From the first line to the last, return the material exactly.

- **Data for this exercise**:
BEGIN

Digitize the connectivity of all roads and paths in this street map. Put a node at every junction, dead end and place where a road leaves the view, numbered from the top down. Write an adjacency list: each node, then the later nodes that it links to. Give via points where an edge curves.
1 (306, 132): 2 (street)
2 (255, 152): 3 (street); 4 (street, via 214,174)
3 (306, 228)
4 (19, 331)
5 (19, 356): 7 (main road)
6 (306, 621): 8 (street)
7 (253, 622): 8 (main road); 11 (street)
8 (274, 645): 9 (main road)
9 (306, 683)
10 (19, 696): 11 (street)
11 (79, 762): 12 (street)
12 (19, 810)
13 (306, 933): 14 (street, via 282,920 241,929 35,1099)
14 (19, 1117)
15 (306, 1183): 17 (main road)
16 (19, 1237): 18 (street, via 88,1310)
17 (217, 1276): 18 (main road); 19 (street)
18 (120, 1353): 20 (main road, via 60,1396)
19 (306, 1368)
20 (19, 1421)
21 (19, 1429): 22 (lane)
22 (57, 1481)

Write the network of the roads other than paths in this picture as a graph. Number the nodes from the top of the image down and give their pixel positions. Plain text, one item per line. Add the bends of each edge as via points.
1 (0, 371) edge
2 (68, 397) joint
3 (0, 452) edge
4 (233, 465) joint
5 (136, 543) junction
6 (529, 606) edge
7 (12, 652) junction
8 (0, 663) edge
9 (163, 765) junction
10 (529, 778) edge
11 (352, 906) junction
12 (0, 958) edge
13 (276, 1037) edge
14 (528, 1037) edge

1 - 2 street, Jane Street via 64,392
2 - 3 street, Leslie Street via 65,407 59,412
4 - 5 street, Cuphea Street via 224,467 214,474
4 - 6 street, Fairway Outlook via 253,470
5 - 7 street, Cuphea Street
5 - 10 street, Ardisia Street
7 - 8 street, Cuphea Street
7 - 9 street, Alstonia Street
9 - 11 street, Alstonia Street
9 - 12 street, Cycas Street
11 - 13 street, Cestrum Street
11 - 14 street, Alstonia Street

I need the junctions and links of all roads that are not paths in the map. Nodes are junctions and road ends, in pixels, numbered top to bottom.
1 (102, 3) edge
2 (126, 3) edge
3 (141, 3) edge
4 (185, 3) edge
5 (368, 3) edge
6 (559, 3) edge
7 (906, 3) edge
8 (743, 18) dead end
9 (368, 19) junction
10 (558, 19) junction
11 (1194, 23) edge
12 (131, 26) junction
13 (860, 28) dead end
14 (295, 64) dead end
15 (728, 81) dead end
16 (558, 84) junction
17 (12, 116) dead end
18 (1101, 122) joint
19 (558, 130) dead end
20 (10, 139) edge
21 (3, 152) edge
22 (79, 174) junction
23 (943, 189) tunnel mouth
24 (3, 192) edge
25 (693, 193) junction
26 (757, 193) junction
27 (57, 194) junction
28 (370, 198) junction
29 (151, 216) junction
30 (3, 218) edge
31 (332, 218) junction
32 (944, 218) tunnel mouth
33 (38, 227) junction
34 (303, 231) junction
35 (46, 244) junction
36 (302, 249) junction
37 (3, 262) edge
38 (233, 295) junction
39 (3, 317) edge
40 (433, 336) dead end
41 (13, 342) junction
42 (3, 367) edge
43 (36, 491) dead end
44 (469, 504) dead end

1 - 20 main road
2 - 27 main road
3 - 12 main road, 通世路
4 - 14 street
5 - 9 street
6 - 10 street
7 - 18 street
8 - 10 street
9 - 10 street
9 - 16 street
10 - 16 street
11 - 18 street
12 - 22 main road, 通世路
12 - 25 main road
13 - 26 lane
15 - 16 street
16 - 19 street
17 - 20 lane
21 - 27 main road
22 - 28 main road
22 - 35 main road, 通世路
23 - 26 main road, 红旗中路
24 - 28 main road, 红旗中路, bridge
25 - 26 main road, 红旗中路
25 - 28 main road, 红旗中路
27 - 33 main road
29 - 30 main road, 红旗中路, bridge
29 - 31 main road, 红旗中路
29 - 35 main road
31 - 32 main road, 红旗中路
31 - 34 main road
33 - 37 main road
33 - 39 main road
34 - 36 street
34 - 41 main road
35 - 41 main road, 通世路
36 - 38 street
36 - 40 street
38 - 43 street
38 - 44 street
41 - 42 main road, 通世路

END

- **Written solution**:
Digitize the connectivity of all roads and paths in this street map. Put a node at every junction, dead end and place where a road leaves the view, numbered from the top down. Write an adjacency list: each node, then the later nodes that it links to. Give via points where an edge curves.
1 (306, 132): 2 (street)
2 (255, 152): 3 (street); 4 (street, via 214,174)
3 (306, 228)
4 (19, 331)
5 (19, 356): 7 (main road)
6 (306, 621): 8 (street)
7 (253, 622): 8 (main road); 11 (street)
8 (274, 645): 9 (main road)
9 (306, 683)
10 (19, 696): 11 (street)
11 (79, 762): 12 (street)
12 (19, 810)
13 (306, 933): 14 (street, via 282,920 241,929 35,1099)
14 (19, 1117)
15 (306, 1183): 17 (main road)
16 (19, 1237): 18 (street, via 88,1310)
17 (217, 1276): 18 (main road); 19 (street)
18 (120, 1353): 20 (main road, via 60,1396)
19 (306, 1368)
20 (19, 1421)
21 (19, 1429): 22 (lane)
22 (57, 1481)

Write the network of the roads other than paths in this picture as a graph. Number the nodes from the top of the image down and give their pixel positions. Plain text, one item per line. Add the bends of each edge as via points.
1 (0, 371) edge
2 (68, 397) joint
3 (0, 452) edge
4 (233, 465) joint
5 (136, 543) junction
6 (529, 606) edge
7 (12, 652) junction
8 (0, 663) edge
9 (163, 765) junction
10 (529, 778) edge
11 (352, 906) junction
12 (0, 958) edge
13 (276, 1037) edge
14 (528, 1037) edge

1 - 2 street, Jane Street via 64,392
2 - 3 street, Leslie Street via 65,407 59,412
4 - 5 street, Cuphea Street via 224,467 214,474
4 - 6 street, Fairway Outlook via 253,470
5 - 7 street, Cuphea Street
5 - 10 street, Ardisia Street
7 - 8 street, Cuphea Street
7 - 9 street, Alstonia Street
9 - 11 street, Alstonia Street
9 - 12 street, Cycas Street
11 - 13 street, Cestrum Street
11 - 14 street, Alstonia Street

I need the junctions and links of all roads that are not paths in the map. Nodes are junctions and road ends, in pixels, numbered top to bottom.
1 (102, 3) edge
2 (126, 3) edge
3 (141, 3) edge
4 (185, 3) edge
5 (368, 3) edge
6 (559, 3) edge
7 (906, 3) edge
8 (743, 18) dead end
9 (368, 19) junction
10 (558, 19) junction
11 (1194, 23) edge
12 (131, 26) junction
13 (860, 28) dead end
14 (295, 64) dead end
15 (728, 81) dead end
16 (558, 84) junction
17 (12, 116) dead end
18 (1101, 122) joint
19 (558, 130) dead end
20 (10, 139) edge
21 (3, 152) edge
22 (79, 174) junction
23 (943, 189) tunnel mouth
24 (3, 192) edge
25 (693, 193) junction
26 (757, 193) junction
27 (57, 194) junction
28 (370, 198) junction
29 (151, 216) junction
30 (3, 218) edge
31 (332, 218) junction
32 (944, 218) tunnel mouth
33 (38, 227) junction
34 (303, 231) junction
35 (46, 244) junction
36 (302, 249) junction
37 (3, 262) edge
38 (233, 295) junction
39 (3, 317) edge
40 (433, 336) dead end
41 (13, 342) junction
42 (3, 367) edge
43 (36, 491) dead end
44 (469, 504) dead end

1 - 20 main road
2 - 27 main road
3 - 12 main road, 通世路
4 - 14 street
5 - 9 street
6 - 10 street
7 - 18 street
8 - 10 street
9 - 10 street
9 - 16 street
10 - 16 street
11 - 18 street
12 - 22 main road, 通世路
12 - 25 main road
13 - 26 lane
15 - 16 street
16 - 19 street
17 - 20 lane
21 - 27 main road
22 - 28 main road
22 - 35 main road, 通世路
23 - 26 main road, 红旗中路
24 - 28 main road, 红旗中路, bridge
25 - 26 main road, 红旗中路
25 - 28 main road, 红旗中路
27 - 33 main road
29 - 30 main road, 红旗中路, bridge
29 - 31 main road, 红旗中路
29 - 35 main road
31 - 32 main road, 红旗中路
31 - 34 main road
33 - 37 main road
33 - 39 main road
34 - 36 street
34 - 41 main road
35 - 41 main road, 通世路
36 - 38 street
36 - 40 street
38 - 43 street
38 - 44 street
41 - 42 main road, 通世路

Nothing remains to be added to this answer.